Determine how many lines below hold the string "Brookwood". Reply with the number alone.
Content starts
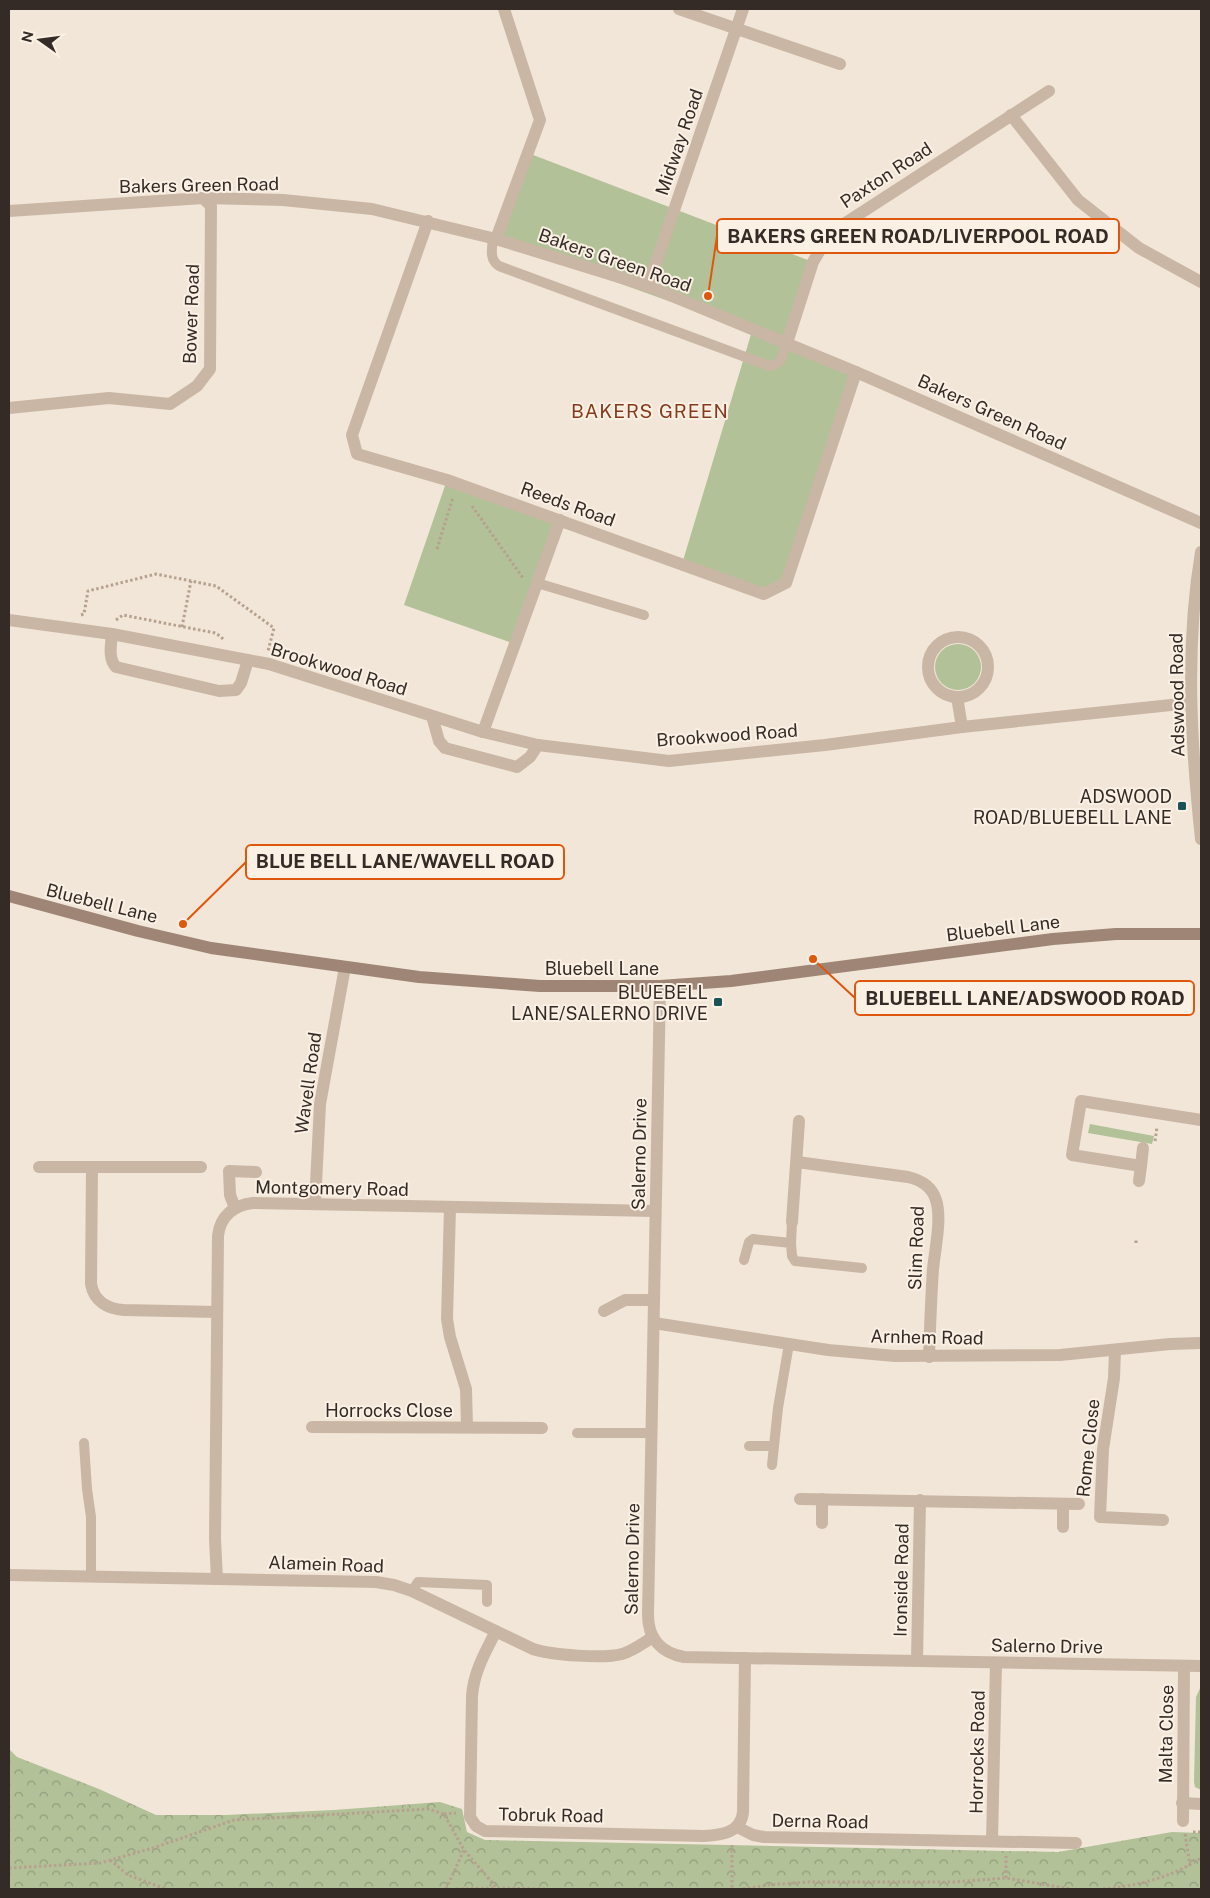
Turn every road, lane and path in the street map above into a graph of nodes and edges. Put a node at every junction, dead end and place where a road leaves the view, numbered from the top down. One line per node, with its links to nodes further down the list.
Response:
1 (504, 9): 11 (street)
2 (679, 9): 4 (street)
3 (743, 9): 4 (street, Midway Road)
4 (737, 28): 5 (street); 13 (street, Midway Road)
5 (840, 64)
6 (1049, 91): 7 (street, Paxton Road)
7 (1011, 115): 12 (street); 14 (street, Paxton Road)
8 (203, 198): 9 (street, Bakers Green Road); 10 (street, Bakers Green Road); 16 (street, Bower Road)
9 (9, 211)
10 (428, 222): 11 (street, Bakers Green Road); 17 (street, Reeds Road)
11 (494, 238): 13 (street, Bakers Green Road); 14 (lane)
12 (1201, 282)
13 (648, 286): 14 (street, Bakers Green Road)
14 (787, 343): 15 (street, Bakers Green Road)
15 (856, 372): 18 (street, Reeds Road); 19 (street, Bakers Green Road)
16 (9, 408)
17 (456, 483): 18 (street, Reeds Road); 20 (path); 23 (path)
18 (560, 520): 23 (street)
19 (1201, 523)
20 (437, 549)
21 (1201, 560): 35 (street, Adswood Road)
22 (191, 581): 25 (path); 27 (path); 31 (path)
23 (536, 588): 24 (lane); 38 (street)
24 (644, 615)
25 (76, 617)
26 (9, 620): 28 (street, Brookwood Road)
27 (182, 627): 28 (path); 29 (path)
28 (112, 628): 32 (street, Brookwood Road); 32 (street, Brookwood Road)
29 (233, 643)
30 (259, 648): 31 (path)
31 (268, 650): 33 (path)
32 (248, 660): 33 (street, Brookwood Road)
33 (264, 663): 36 (street, Brookwood Road)
34 (956, 697): 34 (street); 37 (street)
35 (1190, 704): 37 (street, Brookwood Road); 40 (street, Adswood Road)
36 (432, 716): 38 (street, Brookwood Road); 39 (street)
37 (962, 727): 39 (street, Brookwood Road)
38 (483, 732): 39 (street, Brookwood Road)
39 (538, 745)
40 (1201, 839)
41 (9, 896): 43 (street, Bluebell Lane)
42 (1201, 934): 44 (street, Bluebell Lane)
43 (345, 967): 44 (street, Bluebell Lane); 56 (street, Wavell Road)
44 (660, 986): 59 (street, Salerno Drive)
45 (1160, 1113): 46 (street); 48 (path); 52 (street)
46 (1201, 1120)
47 (799, 1121): 49 (street)
48 (1143, 1148): 52 (street)
49 (797, 1162): 60 (street); 71 (street, Slim Road)
50 (92, 1166): 51 (street); 53 (street); 65 (street)
51 (201, 1166)
52 (1141, 1166): 55 (street)
53 (38, 1167)
54 (256, 1172): 58 (street)
55 (1138, 1181)
56 (315, 1204): 57 (street, Montgomery Road); 58 (street, Montgomery Road)
57 (450, 1207): 59 (street, Montgomery Road); 72 (street, Horrocks Close)
58 (235, 1208): 65 (street, Montgomery Road)
59 (655, 1211): 64 (street, Salerno Drive)
60 (792, 1222): 61 (lane)
61 (791, 1243): 62 (lane); 63 (lane)
62 (744, 1260)
63 (862, 1268)
64 (654, 1300): 66 (street); 67 (street, Salerno Drive)
65 (218, 1312): 91 (street, Montgomery Road)
66 (604, 1312)
67 (654, 1323): 69 (street, Arnhem Road); 75 (street, Salerno Drive)
68 (1201, 1343): 70 (street, Arnhem Road)
69 (789, 1344): 71 (street, Arnhem Road); 79 (lane)
70 (1115, 1350): 71 (street, Arnhem Road); 86 (street, Rome Close)
71 (929, 1357)
72 (466, 1427): 73 (street, Horrocks Close); 74 (street, Horrocks Close)
73 (312, 1428)
74 (542, 1428)
75 (651, 1433): 76 (lane); 95 (street, Salerno Drive)
76 (577, 1434)
77 (84, 1443): 90 (lane)
78 (749, 1446): 79 (lane)
79 (774, 1446): 80 (lane)
80 (772, 1465)
81 (800, 1499): 82 (street, Ironside Road)
82 (822, 1499): 83 (street, Ironside Road); 87 (street)
83 (920, 1500): 84 (street, Ironside Road); 97 (street, Ironside Road)
84 (1063, 1504): 85 (street, Ironside Road); 88 (street)
85 (1079, 1504)
86 (1163, 1520)
87 (822, 1523)
88 (1063, 1527)
89 (9, 1575): 90 (street, Alamein Road)
90 (91, 1577): 91 (street, Alamein Road)
91 (217, 1579): 92 (street, Alamein Road)
92 (412, 1592): 93 (lane); 94 (street, Alamein Road)
93 (487, 1602)
94 (496, 1631): 95 (street, Alamein Road); 104 (street, Tobruk Road)
95 (653, 1637): 96 (street, Salerno Drive)
96 (745, 1658): 97 (street, Salerno Drive); 104 (street)
97 (917, 1661): 98 (street, Salerno Drive)
98 (996, 1663): 99 (street, Salerno Drive); 105 (street, Horrocks Road)
99 (1184, 1666): 100 (street, Salerno Drive); 101 (street, Malta Close)
100 (1201, 1666)
101 (1182, 1803): 102 (street, Malta Close); 103 (street, Malta Close)
102 (1201, 1804)
103 (1183, 1821): 111 (path)
104 (734, 1829): 105 (street, Derna Road); 119 (path)
105 (992, 1841): 106 (street, Derna Road)
106 (1007, 1842): 107 (street, Derna Road); 113 (path)
107 (1076, 1843)
108 (464, 1850): 110 (path); 114 (path); 116 (path)
109 (1201, 1858): 111 (path)
110 (110, 1860): 112 (path); 115 (path)
111 (1190, 1866): 122 (path)
112 (9, 1868)
113 (1006, 1878): 120 (path); 121 (path)
114 (496, 1888): 117 (path); 118 (path)
115 (166, 1889)
116 (446, 1889)
117 (456, 1889)
118 (548, 1889)
119 (732, 1889)
120 (743, 1889)
121 (1071, 1889)
122 (1103, 1889)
Content ends
__Solution__
8